Variant allele fraction or copy-neutral loss of heterozygosity? A comparison of testing platforms in the classification of myeloid neoplasia.

Myelodysplastic syndrome (MDS) and myelodysplastic/myeloproliferative neoplasm (MDS/MPN) classification requires integration of mutational and cytogenetic data. MDS with biallelic TP53 inactivation (biTP53) is an established category, and MDS and MDS/MPN with biallelic TET2 (biTET2) inactivation is an emerging one. Biallelic genetic inactivation is established by both a mutation and copy loss or copy-neutral loss of heterozygosity (CNLOH) of the other allele, or it can be inferred by identifying multiple or single mutations at a sufficiently high variant allele fraction (VAF). The purpose of this study was to determine whether CNLOH genotyping data is needed to assign patients to biTP53 or biTET2 categories. We studied 157 patients with MDS or MDS/MPN who had sequencing, karyotype, and microarray performed at our institution and assigned patients to biTP53 and biTET2 categories using thresholds established in prior studies.
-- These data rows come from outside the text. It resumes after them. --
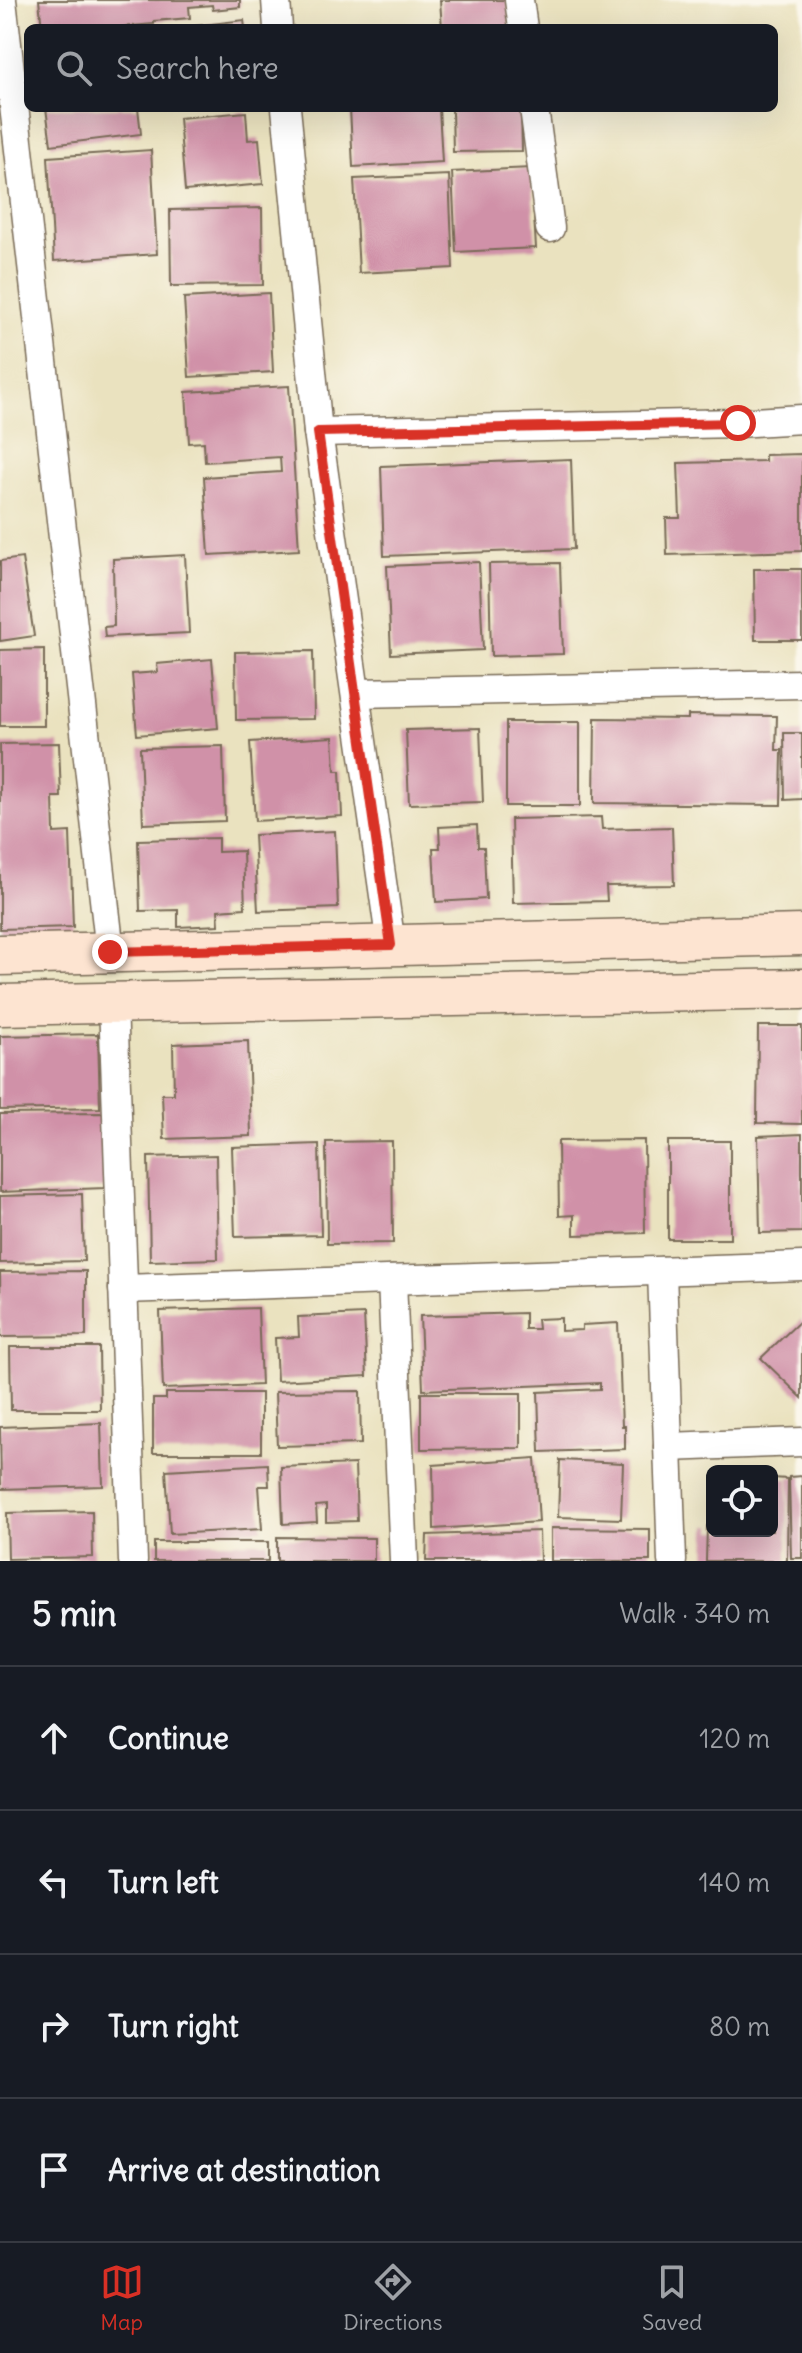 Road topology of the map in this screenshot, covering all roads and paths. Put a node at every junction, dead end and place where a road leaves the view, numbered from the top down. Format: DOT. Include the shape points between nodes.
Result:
graph roads {
  1 [pos="2,0"];
  2 [pos="276,0"];
  3 [pos="519,0"];
  4 [pos="278,24"];
  5 [pos="522,24"];
  6 [pos="286,112"];
  7 [pos="535,112"];
  8 [pos="550,228"];
  9 [pos="802,419"];
  10 [pos="318,432"];
  11 [pos="802,684"];
  12 [pos="356,693"];
  13 [pos="802,935"];
  14 [pos="391,945"];
  15 [pos="110,952"];
  16 [pos="0,955"];
  17 [pos="802,989"];
  18 [pos="113,1003"];
  19 [pos="0,1005"];
  20 [pos="802,1266"];
  21 [pos="662,1271"];
  22 [pos="392,1280"];
  23 [pos="123,1289"];
  24 [pos="802,1442"];
  25 [pos="668,1447"];
  26 [pos="133,1561"];
  27 [pos="404,1561"];
  28 [pos="672,1561"];
  1 -- 15 [label="street"];
  2 -- 4 [label="street"];
  3 -- 5 [label="street"];
  6 -- 10 [label="street"];
  7 -- 8 [label="street"];
  9 -- 10 [label="street"];
  10 -- 12 [label="street"];
  11 -- 12 [label="street"];
  12 -- 14 [label="street"];
  13 -- 14 [label="street"];
  14 -- 15 [label="street"];
  15 -- 16 [label="street"];
  17 -- 18 [label="street"];
  18 -- 19 [label="street"];
  18 -- 23 [label="street"];
  20 -- 21 [label="street"];
  21 -- 22 [label="street"];
  21 -- 25 [label="street"];
  22 -- 23 [label="street"];
  22 -- 27 [label="street"];
  23 -- 26 [label="street"];
  24 -- 25 [label="street"];
  25 -- 28 [label="street"];
}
We identified 24 biTP53 and 27 biTET2 patients. In the biTP53 group, 8 patients had > 1 mutation, 9 had a single mutation with 17p loss identified by karyotype and microarray, 2 had a single mutation with 17p loss identified only by microarray, and 3 had a single mutation and 17p CNLOH. All patients with 17p CNLOH had TP53 mutant VAF > 55%. In the biTET2 group, 24 patients had > 1 TET2 mutation with VAFs summing to > 50% and 3 had 4q CNLOH. All patients with 4q CNLOH had TET2 mutant VAF > 50%. In this cohort, CNLOH in 17p and 4q by microarray did not provide information in addition to that provided by inferring the allelic status of TP53 and TET2 using the VAF. This supports that platforms such as optical genome mapping that do not readily detect CNLOH would, in conjunction with sequencing, be adequate to identify MDS and MDS/MPN patients in the biTP53 and biTET2 categories in the great majority of cases.